First, the matrix multiplication \(\color{#2CA02C}{\boldsymbol 1 ' \boldsymbol \Sigma_j^{-1}}\) results in the following \(1 \times K_j\) vector
\[ \boldsymbol w_j \equiv \begin{pmatrix} 1 & \ldots & 1 \end{pmatrix} \begin{pmatrix} \Omega_{j11} & \ldots & \Omega_{j1K_j} \\ \vdots & \ddots & \vdots \\ \Omega_{jK_j1} & \ldots & \Omega_{jK_jK_j} \end{pmatrix} = \begin{pmatrix} w_{j1} = \sum_{k=1}^{K_j} \Omega_{jk1} \\ \vdots \\ w_{jK_j}=\sum_{k=1}^{K_j} \Omega_{jkK_j} \end{pmatrix}' \in \mathbb{R}^{1 \times K_j}. \]
In other words, each element \(w_{jk}\) is simply the sum of the corresponding \(k\)-th column of \(\boldsymbol \Omega_j\). To be able to interpret these elements, suppose the conditional covariance between arbitrary outcomes \(k\) and \(k'\) in domain \(j\) is strictly non-negative so that \(\Omega_{jkk'}\) is strictly non-positive.3 This is often a reasonable assumption since we positively oriented the outcomes and group them by some shared domain. Under this assumption, the positive diagonal elements \(\Omega_{jkk}\) decrease as conditional variance (noise) increases and the negative off-diagonal elements \(\Omega_{jkk'}\) become more negative as conditional covariance (redundancy) increases. Thus, the sum \(w_{jk}\) can be interpreted as a weight that captures the conditional noise and overall redundancy in outcome \(k\), with higher weights assigned to outcomes that are less noisy and redundant.

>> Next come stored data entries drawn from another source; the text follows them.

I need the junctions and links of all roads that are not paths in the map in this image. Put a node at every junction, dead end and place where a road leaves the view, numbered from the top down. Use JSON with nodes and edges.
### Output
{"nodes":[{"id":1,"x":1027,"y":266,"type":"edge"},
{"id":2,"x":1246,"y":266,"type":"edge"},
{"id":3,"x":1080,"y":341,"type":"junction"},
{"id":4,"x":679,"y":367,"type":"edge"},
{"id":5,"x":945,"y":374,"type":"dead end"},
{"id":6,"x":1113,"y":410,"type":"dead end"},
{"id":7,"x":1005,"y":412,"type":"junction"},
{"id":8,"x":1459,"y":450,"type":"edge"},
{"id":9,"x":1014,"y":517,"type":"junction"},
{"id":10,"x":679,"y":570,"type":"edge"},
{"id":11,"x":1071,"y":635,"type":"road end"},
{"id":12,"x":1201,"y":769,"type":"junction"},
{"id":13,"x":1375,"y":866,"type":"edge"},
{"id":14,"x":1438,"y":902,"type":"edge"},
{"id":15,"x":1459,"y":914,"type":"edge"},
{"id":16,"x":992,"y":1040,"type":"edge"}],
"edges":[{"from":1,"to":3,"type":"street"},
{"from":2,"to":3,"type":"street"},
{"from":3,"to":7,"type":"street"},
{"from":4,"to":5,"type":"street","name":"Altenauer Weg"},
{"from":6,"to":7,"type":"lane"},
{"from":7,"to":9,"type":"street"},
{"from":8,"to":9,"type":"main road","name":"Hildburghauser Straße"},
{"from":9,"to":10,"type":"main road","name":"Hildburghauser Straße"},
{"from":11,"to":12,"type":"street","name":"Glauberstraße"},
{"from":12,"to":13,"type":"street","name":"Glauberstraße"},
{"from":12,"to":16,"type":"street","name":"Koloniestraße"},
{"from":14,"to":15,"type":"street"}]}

3 I believe this is what Anderson (2008) was referring to when they state “Summary index tests make sense … when there is an a priori reason to believe that a group of outcomes will be affected in a consistent direction” (p. 1488).

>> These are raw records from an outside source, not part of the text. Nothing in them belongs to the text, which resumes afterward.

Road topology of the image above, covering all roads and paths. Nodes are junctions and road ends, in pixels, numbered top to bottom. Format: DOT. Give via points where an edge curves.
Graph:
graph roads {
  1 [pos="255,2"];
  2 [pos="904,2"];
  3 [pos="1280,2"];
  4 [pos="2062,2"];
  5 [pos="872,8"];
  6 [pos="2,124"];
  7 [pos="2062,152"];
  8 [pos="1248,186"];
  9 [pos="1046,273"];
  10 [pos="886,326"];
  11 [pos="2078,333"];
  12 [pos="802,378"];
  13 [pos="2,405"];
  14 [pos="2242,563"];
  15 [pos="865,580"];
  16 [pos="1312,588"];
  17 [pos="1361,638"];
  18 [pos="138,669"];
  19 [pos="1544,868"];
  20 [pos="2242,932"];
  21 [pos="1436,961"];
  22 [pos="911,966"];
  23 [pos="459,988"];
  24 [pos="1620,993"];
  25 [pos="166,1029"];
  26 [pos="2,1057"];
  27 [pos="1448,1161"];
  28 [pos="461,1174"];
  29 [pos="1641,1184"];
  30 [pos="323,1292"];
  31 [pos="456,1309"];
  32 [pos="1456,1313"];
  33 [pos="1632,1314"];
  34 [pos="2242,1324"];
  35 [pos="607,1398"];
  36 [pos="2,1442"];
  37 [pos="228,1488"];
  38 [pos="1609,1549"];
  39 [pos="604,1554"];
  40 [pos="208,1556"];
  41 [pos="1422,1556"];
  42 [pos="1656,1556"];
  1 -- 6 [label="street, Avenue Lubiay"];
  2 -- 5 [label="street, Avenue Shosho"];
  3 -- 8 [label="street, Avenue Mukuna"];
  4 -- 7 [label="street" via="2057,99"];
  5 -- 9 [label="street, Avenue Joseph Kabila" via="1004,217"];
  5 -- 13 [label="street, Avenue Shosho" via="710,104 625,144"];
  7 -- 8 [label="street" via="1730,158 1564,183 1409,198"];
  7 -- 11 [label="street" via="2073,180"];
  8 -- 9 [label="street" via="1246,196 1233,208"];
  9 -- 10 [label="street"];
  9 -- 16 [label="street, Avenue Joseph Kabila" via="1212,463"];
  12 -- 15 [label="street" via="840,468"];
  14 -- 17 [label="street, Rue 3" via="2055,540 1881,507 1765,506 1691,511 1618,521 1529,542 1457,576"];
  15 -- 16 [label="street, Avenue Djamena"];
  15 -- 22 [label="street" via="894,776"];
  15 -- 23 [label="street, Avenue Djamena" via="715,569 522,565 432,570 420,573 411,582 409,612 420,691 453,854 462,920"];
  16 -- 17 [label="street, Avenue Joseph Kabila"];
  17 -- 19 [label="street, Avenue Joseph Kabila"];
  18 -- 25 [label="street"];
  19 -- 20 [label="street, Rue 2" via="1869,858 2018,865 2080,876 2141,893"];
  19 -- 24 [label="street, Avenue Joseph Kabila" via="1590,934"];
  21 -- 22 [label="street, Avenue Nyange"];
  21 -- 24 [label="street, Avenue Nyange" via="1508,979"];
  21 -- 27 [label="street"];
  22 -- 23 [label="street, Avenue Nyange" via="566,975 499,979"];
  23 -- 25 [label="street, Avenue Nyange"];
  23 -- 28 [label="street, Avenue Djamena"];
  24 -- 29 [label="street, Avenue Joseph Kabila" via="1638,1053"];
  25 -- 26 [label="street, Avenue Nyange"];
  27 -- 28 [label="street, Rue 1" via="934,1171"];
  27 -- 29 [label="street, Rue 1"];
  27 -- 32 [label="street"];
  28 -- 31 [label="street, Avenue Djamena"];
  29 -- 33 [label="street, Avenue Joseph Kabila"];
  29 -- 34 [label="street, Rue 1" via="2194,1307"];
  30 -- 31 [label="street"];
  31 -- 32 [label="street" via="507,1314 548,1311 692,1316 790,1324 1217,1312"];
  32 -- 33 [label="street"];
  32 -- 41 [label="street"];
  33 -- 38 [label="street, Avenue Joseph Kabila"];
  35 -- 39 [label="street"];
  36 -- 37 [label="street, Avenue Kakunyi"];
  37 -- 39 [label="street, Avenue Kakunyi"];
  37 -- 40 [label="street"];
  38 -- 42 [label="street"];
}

The matrix multiplication \(\color{green}{(\boldsymbol 1 ' \boldsymbol \Sigma_j^{-1})}\color{#1F77B4}{(\tilde{\boldsymbol y}_{ij})}\) results in a scalar that is a weighted sum of all the outcomes in domain \(j\) for individual \(i\): \[ s_{ij} \equiv \begin{pmatrix} w_{j1} & w_{jK_J} \end{pmatrix} \begin{pmatrix} \tilde{y}_{ij1} \\ \vdots \\ \tilde{y}_{ijK_j} \end{pmatrix} =\sum_{k=1}^{K_j} w_{jk} \tilde{y}_{ijk}. \] The quantity \((\boldsymbol 1' \boldsymbol \Sigma _j^{-1} \boldsymbol 1)\) is simply the sum of all the weights in \(\boldsymbol w_j\): \[ \begin{pmatrix} w_{j1} & \ldots & w_{jK_j}\end{pmatrix} \begin{pmatrix} 1 \\ \vdots \\ 1 \end{pmatrix} = \sum_{k=1}^{K_j} w_{jk}. \] Finally, multiplying the weighted sum \(\color{green}{(\boldsymbol 1 ' \boldsymbol \Sigma_j^{-1})}\color{#1F77B4}{(\tilde{\boldsymbol y}_{ij})}\) by the inverse \(\color{#FF7F0E}{(\boldsymbol 1' \boldsymbol \Sigma _j^{-1} \boldsymbol 1)^{-1}}\) results in a weighted average of the outcomes in domain \(j\) for individual \(i\): \[ \bar{s}_{ij} = \frac{\sum_{k=1}^{K_j} w_{jk} \tilde{y}_{ijk}}{\sum_{k=1}^{K_j} w_{jk}}. \] Thus, the summary index \(\bar{s}_{ij}\) is a weighted average of all the outcomes in domain \(j\) for individual \(i\), where the weights \(w_{jk}\) capture the conditional noise and overall redundancy in outcome \(k\). This weighting scheme ensures that outcomes providing stable, unique information about the domain are prioritized in the summary index.